Il suffit de guigner au rayon des œufs dans les supermarchés de Suisse pour se rendre compte qu’il y a un problème. Depuis plusieurs semaines, les étalages sont sévèrement clairsemés, quand ils ne sont pas carrément vides. Si bien qu’à disposition des clients, on trouve désormais beaucoup de produits Prix Garantie ou M-Budget, voire un alignement d’œufs importés en catastrophe.
Mais que se passe-t-il concrètement? «La demande d'œufs suisses conventionnels a augmenté de manière significative au cours des deux dernières années. Ce problème affecte l'ensemble de la branche et la pénurie d'œufs touche toute la Suisse», nous confirme Estelle Hain, porte-parole de Migros. Si la consommation est effectivement en plein boom depuis 2023, après une chute vertigineuse l’année d’avant, le marché est particulièrement tendu ces derniers mois.
Le succès de l’œuf auprès de la population provoque la même razzia chez l’autre géant orange, Coop, qui confirme sans trop en dire non plus que «la disponibilité des œufs suisses peut poser temporairement des difficultés dans certaines circonstances». Une pénurie qui n’empêche pas les clients, la plupart du temps, de mettre la main sur une boîte, même s’ils n’auront sans doute pas droit à l’œuf de leur rêve.
Depuis la dégringolade de la demande en 2022, les producteurs suisses sont contraints d’être extrêmement prudents, car une très mauvaise estimation des besoins du marché peut leur «coûter des millions», analyse pour sa part Daniel Würgler, de GalloSuisse.

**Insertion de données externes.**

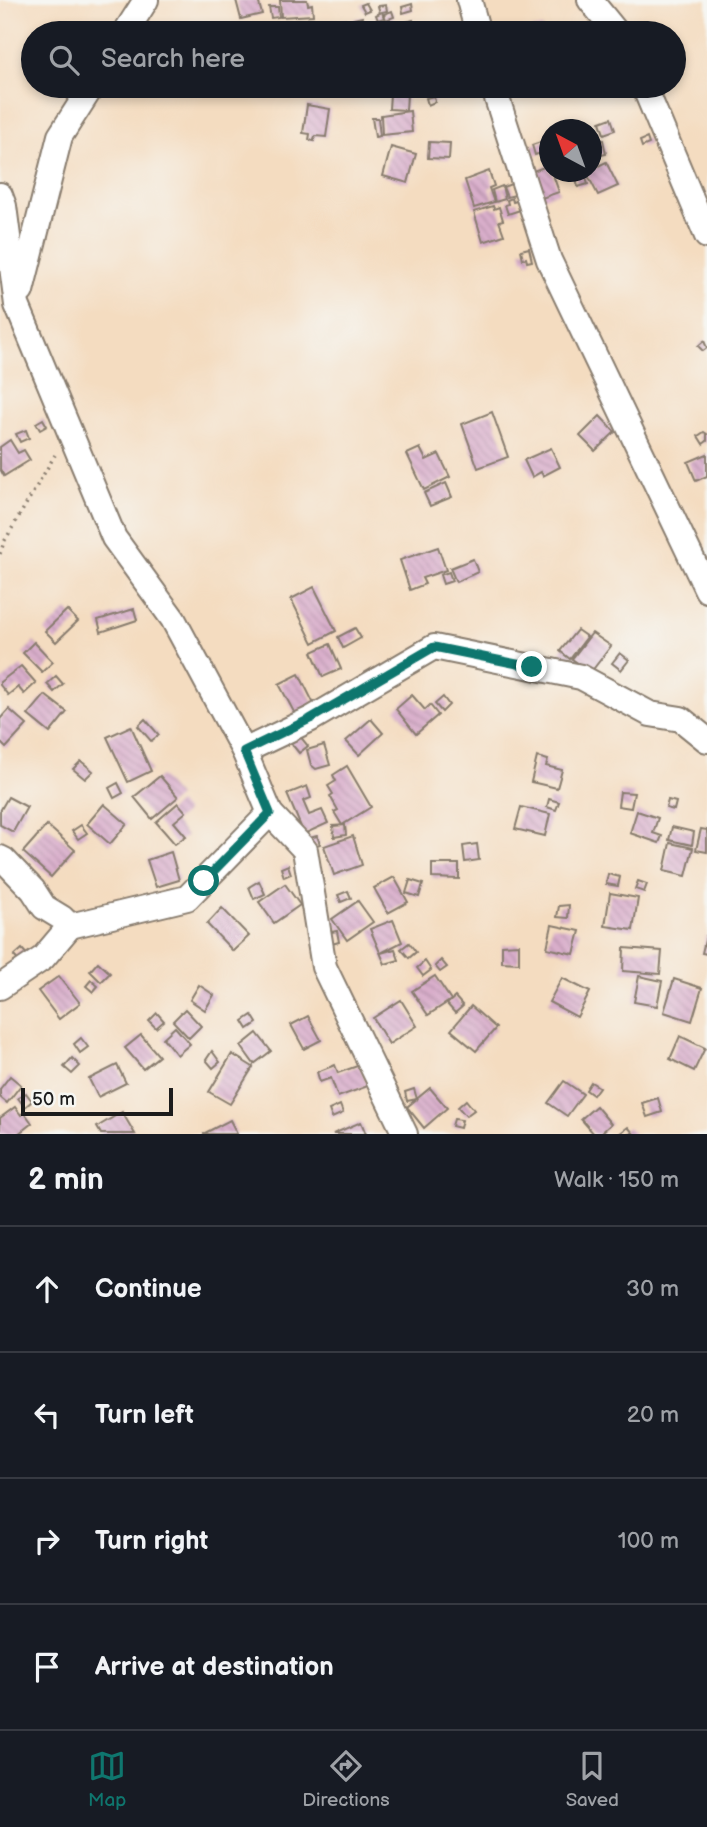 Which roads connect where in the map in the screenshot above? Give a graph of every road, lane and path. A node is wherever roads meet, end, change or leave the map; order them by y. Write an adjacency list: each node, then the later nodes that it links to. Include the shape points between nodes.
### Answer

Le président de l’association des producteurs d'œufs suisses avoue que cette estimation devant être faite dix-huit mois à l’avance, «elle est rarement parfaite». Ce qui a pour conséquence «de ne pas pouvoir couvrir tous les besoins sur l’année», comme c’est le cas en ce moment dans les supermarchés du pays. Les oeufs étrangers viennent donc compenser ce manque, ce qui représente en moyenne entre 20 ou 25% des ventes en Suisse.
Rappelons que les mois d’hiver sont particulièrement touchés, avec des piques durant les fêtes de fin d’année et, surtout, avant Pâques. Vu l’état des présentoirs à fin février, faut-il s’attendre à une catastrophe dans un mois? Le problème «devrait durer jusqu'à Pâques au moins, et éventuellement quelques jours au-delà», estime Estelle Hain, porte-parole de Migros.
Au bout du fil, le président de GalloSuisse nous explique encore qu’augmenter la production se heurte à deux problématiques majeures. Utiliser plus d’animaux permettrait de contenter le marché, mais exposerait les producteurs à d'énormes pertes financières si le marché venait à se détendre d’un seul coup. L’autre souci est au niveau des infrastructures.
Une pénurie encore plus grave ailleurs en Europe, où la grippe aviaire fait des ravages. On parle d’ailleurs de la pire année depuis 2016.
En Suisse, les œufs vivent la grande vie dans nos assiettes, notamment parce que son prix n’augmente pas, malgré la très forte demande. Du brunch dominical au régime des sportifs ou des retraités, les bénéfices nutritionnels sont sans fin sous la coquille. «C’est un superaliment qui est dans le trend, nous confirme le président de GalloSuisse. Gorgé de protéine, il abrite 12 des 13 vitamines existantes et s’intègre parfaitement dans la cuisine végétarienne».
En gros, nous sommes pleinement responsables des rayons littéralement éventrés dans les supermarchés, ces derniers jours. Avec une moyenne de 192 œufs consommés par habitant et par an, c’est un peu moins que nos pays voisins (entre 230 et 240), mais les Suisses ont définitivement intégré l’œuf dans les réflexes quotidiens.